Saturday, 17 October 2020

Our postal service

continues to be erratic. Yesterday a parcel arrived with a speed that continues to astound me. I will deliver it on this morning to the intended recipient. 

She is not home during the week. The post office is not open on Saturdays for her to collect a parcel that cannot simply be left at the door. I am the solution. If I am not home I can go to the post office and pick it up for her - subject to all sorts of identification and permission issues.

On the same day we got one of our three mail deliveries. There was a letter for me. It had been posted on the 2nd October - from the other side of the city. The person who sent it had already phoned me twice and then come over to see me in order to sort her Japanese knitting pattern out. It would have been faster to do that in the first place - but it should not be necessary. She paid $1.10 to post me a photocopy of the chart symbols she did not understand. Why does a single page, correctly addressed in very legible printing take two weeks to arrive from the other side of the city? 

It makes no sense. The three deliveries a week makes no sense. The earlier posting time makes no sense.  All this is from a company where the services continue to be cut back while those in charge get higher and higher salaries. The person at the top has a salary almost four times higher than the Prime Minister - and that does not include the additional "perks". 

There is something wrong here. I know people no longer write as many letters as they once did, that businesses would prefer bills were "paperless" and that many other things are done electronically. That should make it easier for the post office to deliver on time. It should be possible for people to go to a post office on a Saturday morning - at a time when many of them are doing their other shopping. Our local post office offers a very limited banking service as well. The staff are not happy about that because those who need it are generally the very elderly. Their needs take more time. It holds other customers up as they wait in a socially distanced queue. There are less post office staff than their once were to deal with all this.

"Use a credit card or a debit card," the very elderly are told, "And remember your pin number...and...." 

It frightens many of them, particularly those who have only a small aged pension to survive on. How do they keep track? What if a shop can't or even won't give them a receipt?

"No," I tell them, "You must not give me your pin number." We can go to the sole teller machine and I will try again to teach you the process but you have to remember your pin number and put it in yourself.  

They tell me it was "so simple" when the bank was there and when all their bills arrived by post - and arrived on time. It was so simple when the postman would even take letters from them if they were shuffling slowly up to a letter box. Post people are not supposed to do that now. Perhaps I should not be doing it either? I just take whatever they need to have posted from their letter box and tuck the little flag back inside. It shouldn't take more than a couple of days to have something delivered but now I have to warn them it could take two weeks. Adding a "priority" stamp is not going to make much difference - if any difference at all. 

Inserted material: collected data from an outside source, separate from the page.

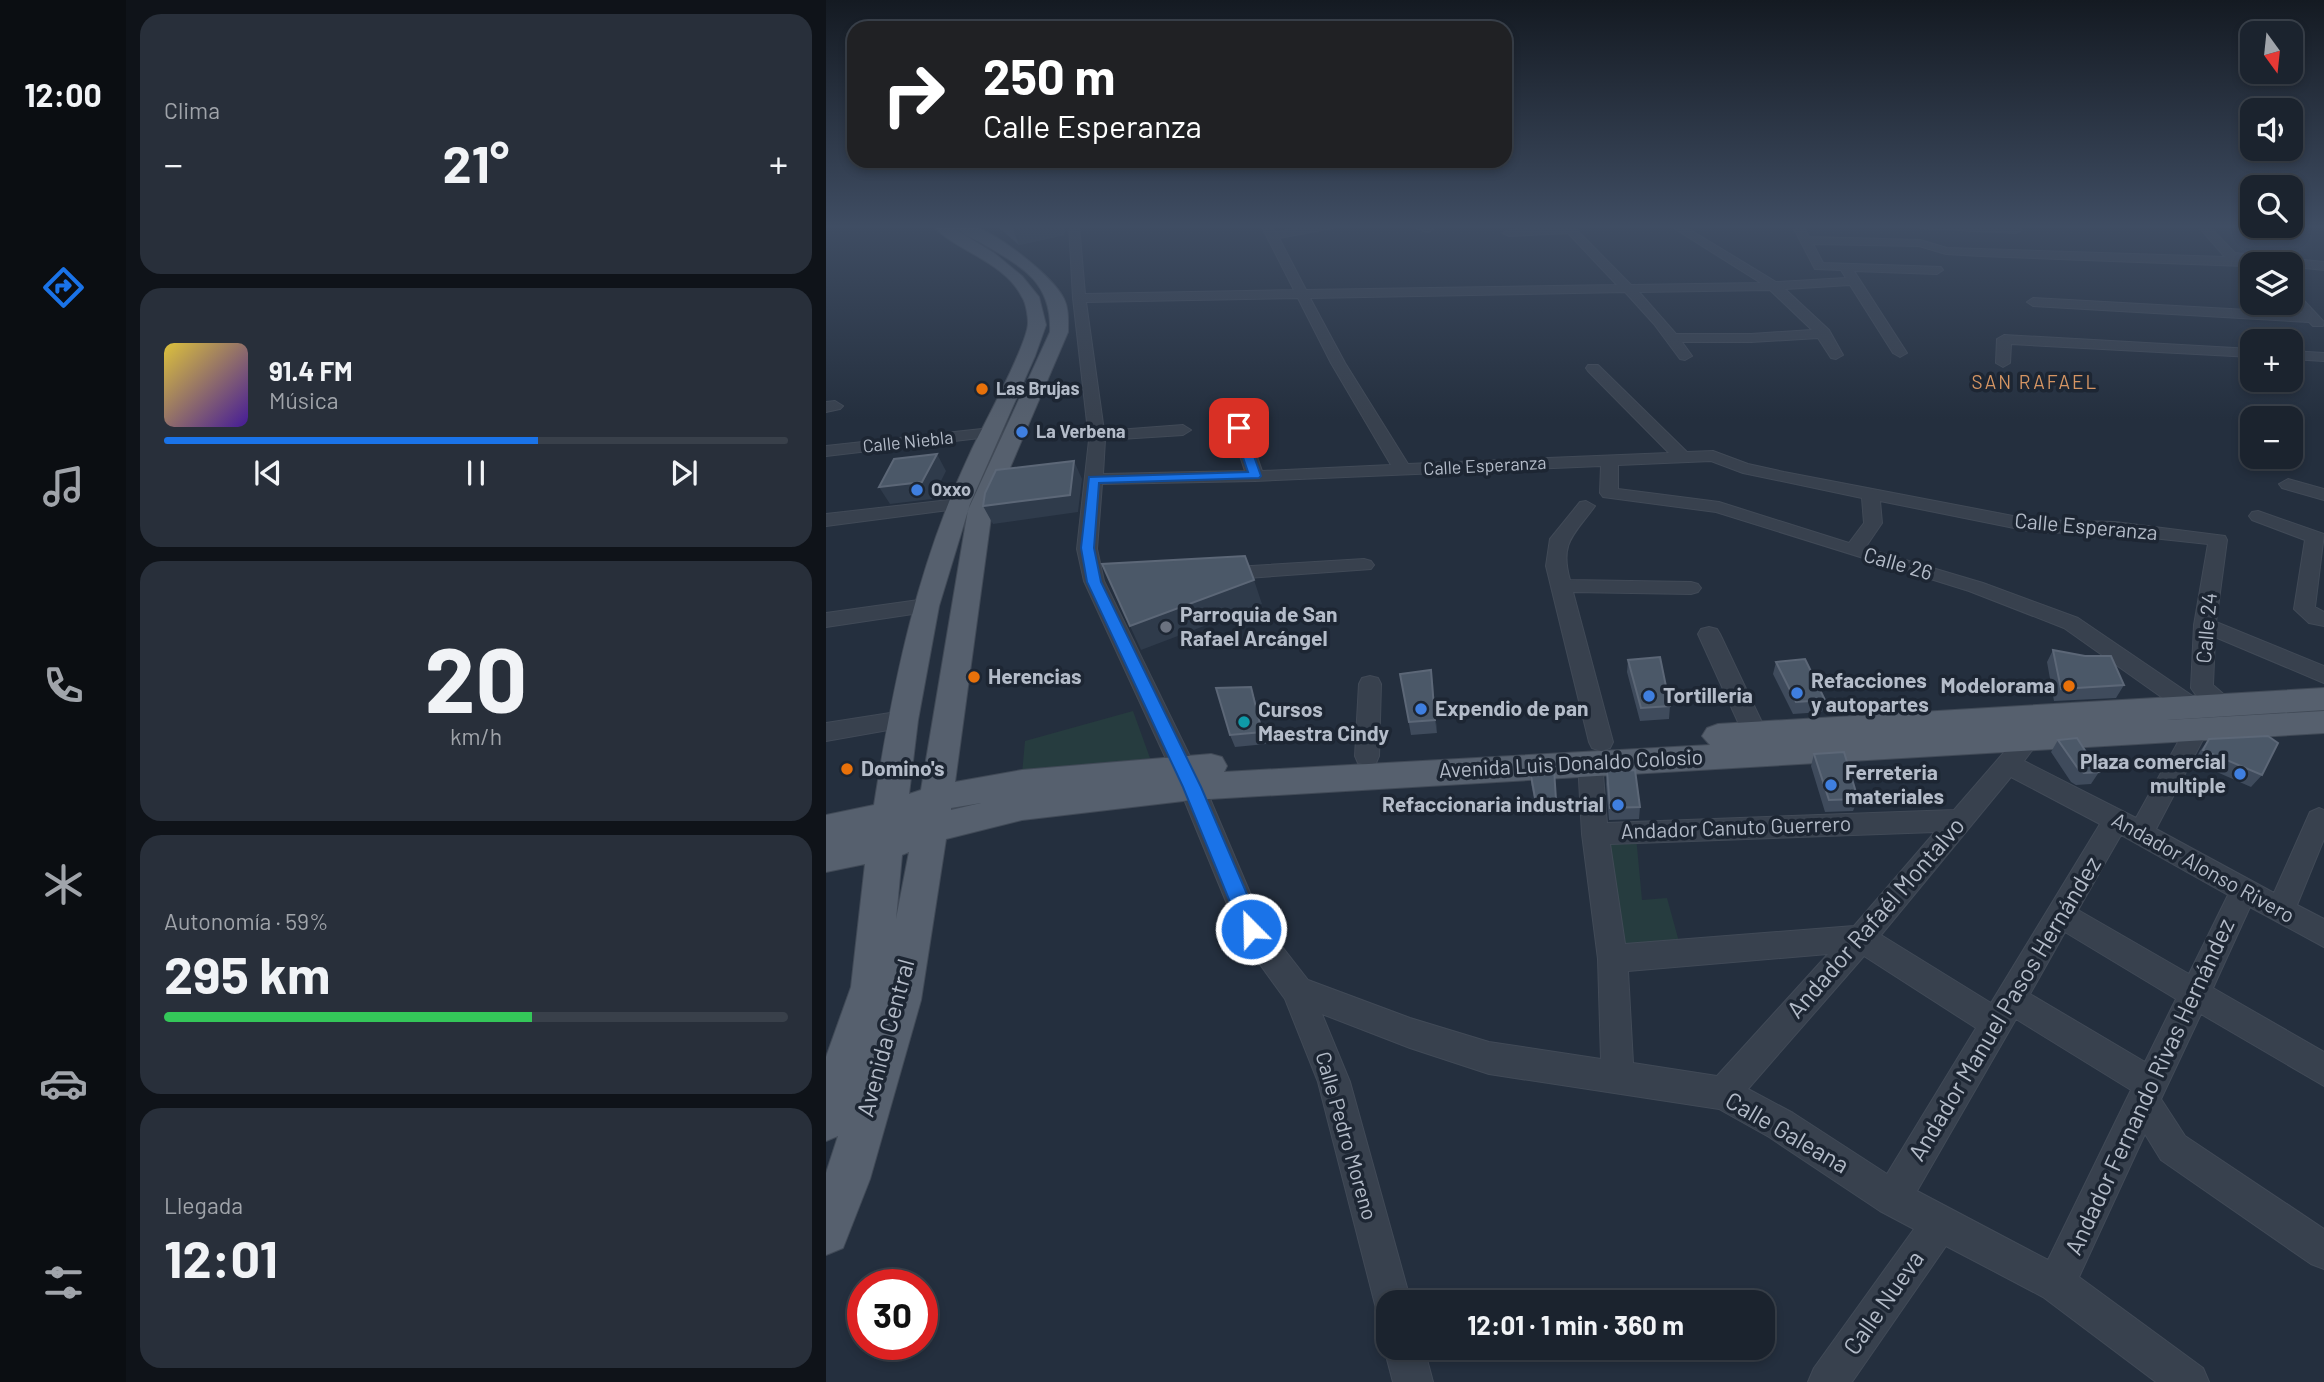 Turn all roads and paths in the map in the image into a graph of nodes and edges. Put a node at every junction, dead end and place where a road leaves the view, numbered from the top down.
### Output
1 (1024, 289) edge
2 (1050, 289) edge
3 (1078, 289) edge
4 (1300, 289) edge
5 (1548, 289) edge
6 (1631, 289) edge
7 (1779, 289) edge
8 (1859, 289) edge
9 (1302, 294) junction
10 (1079, 298) junction
11 (2033, 302) dead end
12 (2303, 307) edge
13 (2314, 318) junction
14 (2324, 331) edge
15 (1824, 333) junction
16 (1084, 338) junction
17 (1674, 338) junction
18 (1057, 341) junction
19 (2240, 352) edge
20 (1900, 353) dead end
21 (1836, 355) dead end
22 (1685, 356) dead end
23 (2303, 356) edge
24 (2324, 357) edge
25 (2003, 363) dead end
26 (1593, 368) dead end
27 (1231, 405) dead end
28 (1183, 430) dead end
29 (991, 433) junction
30 (1096, 436) junction
31 (826, 451) edge
32 (1682, 457) junction
33 (1610, 460) junction
34 (1402, 469) junction
35 (1255, 476) junction
36 (1093, 479) junction
37 (2288, 484) dead end
38 (2324, 495) edge
39 (1871, 496) junction
40 (1586, 506) dead end
41 (955, 511) junction
42 (2258, 516) dead end
43 (826, 520) edge
44 (826, 534) edge
45 (2319, 538) edge
46 (2218, 540) joint
47 (1853, 551) junction
48 (1364, 565) dead end
49 (1202, 576) edge
50 (1122, 581) edge
51 (1094, 582) junction
52 (1561, 586) junction
53 (1691, 587) dead end
54 (926, 606) junction
55 (826, 620) edge
56 (2324, 620) edge
57 (2205, 625) junction
58 (1709, 634) dead end
59 (2324, 675) edge
60 (1370, 684) dead end
61 (2224, 705) junction
62 (2194, 719) junction
63 (2321, 719) edge
64 (903, 720) junction
65 (826, 732) edge
66 (1755, 733) junction
67 (1805, 741) junction
68 (1595, 752) junction
69 (2017, 752) junction
70 (1367, 756) junction
71 (1186, 777) junction
72 (933, 813) junction
73 (2319, 819) dead end
74 (1961, 820) junction
75 (2128, 826) junction
76 (826, 829) edge
77 (888, 830) junction
78 (1595, 834) junction
79 (826, 858) edge
80 (2244, 890) junction
81 (2281, 910) junction
82 (2061, 915) junction
83 (2324, 934) edge
84 (1861, 939) junction
85 (1613, 959) junction
86 (1297, 990) junction
87 (2193, 995) junction
88 (2004, 1012) junction
89 (2324, 1070) edge
90 (1618, 1079) junction
91 (1723, 1093) junction
92 (2147, 1093) junction
93 (826, 1119) edge
94 (1893, 1198) junction
95 (1940, 1223) junction
96 (826, 1231) edge
97 (2324, 1251) edge
98 (2056, 1284) junction
99 (1389, 1290) edge
100 (1407, 1360) edge
101 (1413, 1382) edge
102 (1828, 1382) edge
103 (2189, 1382) edge

1 - 29 main road, Avenida Central
2 - 18 main road
3 - 10 street, Calle Pedro Moreno
4 - 9 street
5 - 9 street
6 - 17 street
7 - 15 street
8 - 20 street
9 - 10 street
9 - 34 street
10 - 16 street, Calle Pedro Moreno
11 - 13 street
12 - 13 street
13 - 14 street
15 - 17 street
15 - 21 street
16 - 18 street
16 - 30 street, Calle Pedro Moreno
17 - 22 street
18 - 72 main road, Avenida Central
19 - 25 street
23 - 24 street
26 - 32 street
27 - 35 street
28 - 30 street
29 - 31 street, Calle Niebla
29 - 41 main road, Avenida Central
30 - 36 street, Calle Pedro Moreno
32 - 33 street, Calle Esperanza
32 - 39 street, Calle Esperanza
33 - 34 street, Calle Esperanza
33 - 47 street, Calle 26
34 - 35 street, Calle Esperanza
35 - 36 street, Calle Esperanza
36 - 51 street, Calle Pedro Moreno
37 - 38 street
39 - 46 street, Calle Esperanza
39 - 47 street
40 - 52 street
41 - 43 street
41 - 44 street
41 - 54 main road, Avenida Central
42 - 45 street
45 - 56 street
46 - 57 street, Calle 24
47 - 62 street, Calle 26
48 - 49 street
50 - 51 street
51 - 71 street, Calle Pedro Moreno
52 - 53 street
52 - 68 street
54 - 55 street
54 - 64 main road, Avenida Central
57 - 59 street
57 - 61 street, Calle 24
58 - 66 street
60 - 70 street
61 - 62 main road
61 - 63 main road
62 - 63 main road, Avenida Luis Donaldo Colosio
62 - 67 main road
62 - 69 main road, Avenida Luis Donaldo Colosio
62 - 75 street, Andador Manuel Pasos Hernández
64 - 65 street
64 - 77 main road, Avenida Central
66 - 67 main road
66 - 68 main road
67 - 68 main road, Avenida Luis Donaldo Colosio
67 - 69 main road, Avenida Luis Donaldo Colosio
68 - 70 main road
68 - 71 main road, Avenida Luis Donaldo Colosio
68 - 78 street
69 - 74 street, Andador Rafaél Montalvo
69 - 75 street, Andador Alonso Rivero
70 - 71 main road
71 - 72 main road, Avenida Luis Donaldo Colosio
71 - 86 street, Calle Pedro Moreno
72 - 77 main road, Avenida Luis Donaldo Colosio
72 - 96 main road, Avenida Central
73 - 81 street
74 - 78 street, Andador Canuto Guerrero
74 - 84 street, Andador Rafaél Montalvo
75 - 80 street, Andador Alonso Rivero
75 - 82 street, Andador Manuel Pasos Hernández
76 - 77 main road
77 - 79 main road
77 - 93 main road, Avenida Central
78 - 85 street
80 - 81 street, Andador Alonso Rivero
80 - 87 street, Andador Fernando Rivas Hernández
81 - 83 street, Andador Alonso Rivero
82 - 87 street
82 - 88 street, Andador Manuel Pasos Hernández
84 - 85 street
84 - 88 street
84 - 91 street, Andador Rafaél Montalvo
85 - 90 street
86 - 90 street, Calle Galeana
86 - 99 street, Calle Pedro Moreno
87 - 89 street
87 - 92 street, Andador Fernando Rivas Hernández
88 - 92 street
88 - 94 street, Andador Manuel Pasos Hernández
90 - 91 street, Calle Galeana
91 - 94 street, Calle Galeana
92 - 97 street
92 - 98 street, Andador Fernando Rivas Hernández
94 - 95 street, Calle Galeana
95 - 98 street, Calle Galeana
95 - 102 street, Calle Nueva
98 - 103 street, Calle Galeana
100 - 101 street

Downunder Post simply is not delivering.  

2 comments:

Anonymous said...

I have read that the new person heading Australia Post gets considerably less than her predecessor.

And we are still not getting value for money.

LMcC

jeanfromcornwall said...

Crumbs. . .! I thought our postal service was getting a bit lackadaisical, but you really don't seem to have a service worthy of the name.
Post is one of life's essentials unless one is going to starve on a mountain top. And it is all very well saying go online - The seller can't stuff a ball of yarn through my router!